Filter the records for lines holding the string "环城北路".

─── TASK DATA

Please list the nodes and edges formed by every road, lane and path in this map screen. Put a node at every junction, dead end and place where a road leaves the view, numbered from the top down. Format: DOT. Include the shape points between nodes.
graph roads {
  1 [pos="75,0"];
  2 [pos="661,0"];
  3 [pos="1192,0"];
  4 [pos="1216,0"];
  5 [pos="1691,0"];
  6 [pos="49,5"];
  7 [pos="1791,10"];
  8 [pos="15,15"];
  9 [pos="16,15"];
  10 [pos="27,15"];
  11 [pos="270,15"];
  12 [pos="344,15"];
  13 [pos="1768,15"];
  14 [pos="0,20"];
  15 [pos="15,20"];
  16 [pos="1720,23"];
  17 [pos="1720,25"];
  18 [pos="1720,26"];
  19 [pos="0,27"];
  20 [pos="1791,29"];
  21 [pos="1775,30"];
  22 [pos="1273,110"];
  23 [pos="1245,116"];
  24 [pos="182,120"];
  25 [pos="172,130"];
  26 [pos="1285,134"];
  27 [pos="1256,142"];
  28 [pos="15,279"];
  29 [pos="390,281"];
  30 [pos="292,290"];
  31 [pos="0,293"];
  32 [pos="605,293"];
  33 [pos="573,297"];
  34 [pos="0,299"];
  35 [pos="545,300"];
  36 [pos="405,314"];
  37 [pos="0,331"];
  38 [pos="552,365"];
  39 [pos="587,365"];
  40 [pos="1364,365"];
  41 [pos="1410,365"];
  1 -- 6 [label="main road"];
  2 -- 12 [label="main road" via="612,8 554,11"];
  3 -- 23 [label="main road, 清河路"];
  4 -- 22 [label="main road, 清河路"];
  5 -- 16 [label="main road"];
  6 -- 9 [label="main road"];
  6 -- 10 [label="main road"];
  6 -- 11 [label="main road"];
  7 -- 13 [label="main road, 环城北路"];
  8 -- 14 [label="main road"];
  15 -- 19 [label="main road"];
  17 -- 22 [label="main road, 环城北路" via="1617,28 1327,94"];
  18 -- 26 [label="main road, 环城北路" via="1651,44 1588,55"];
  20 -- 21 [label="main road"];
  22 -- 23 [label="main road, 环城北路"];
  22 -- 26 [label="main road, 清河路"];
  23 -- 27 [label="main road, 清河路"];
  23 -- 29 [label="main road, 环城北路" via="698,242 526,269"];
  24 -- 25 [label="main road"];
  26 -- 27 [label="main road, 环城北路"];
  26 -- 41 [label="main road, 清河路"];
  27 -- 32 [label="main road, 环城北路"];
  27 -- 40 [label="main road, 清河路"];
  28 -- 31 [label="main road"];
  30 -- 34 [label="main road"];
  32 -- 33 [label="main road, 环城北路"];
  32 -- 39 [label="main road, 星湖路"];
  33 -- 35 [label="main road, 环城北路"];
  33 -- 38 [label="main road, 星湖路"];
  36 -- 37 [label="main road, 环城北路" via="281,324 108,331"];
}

──────

## TASK SOLUTION:
  7 -- 13 [label="main road, 环城北路"];
  17 -- 22 [label="main road, 环城北路" via="1617,28 1327,94"];
  18 -- 26 [label="main road, 环城北路" via="1651,44 1588,55"];
  22 -- 23 [label="main road, 环城北路"];
  23 -- 29 [label="main road, 环城北路" via="698,242 526,269"];
  26 -- 27 [label="main road, 环城北路"];
  27 -- 32 [label="main road, 环城北路"];
  32 -- 33 [label="main road, 环城北路"];
  33 -- 35 [label="main road, 环城北路"];
  36 -- 37 [label="main road, 环城北路" via="281,324 108,331"];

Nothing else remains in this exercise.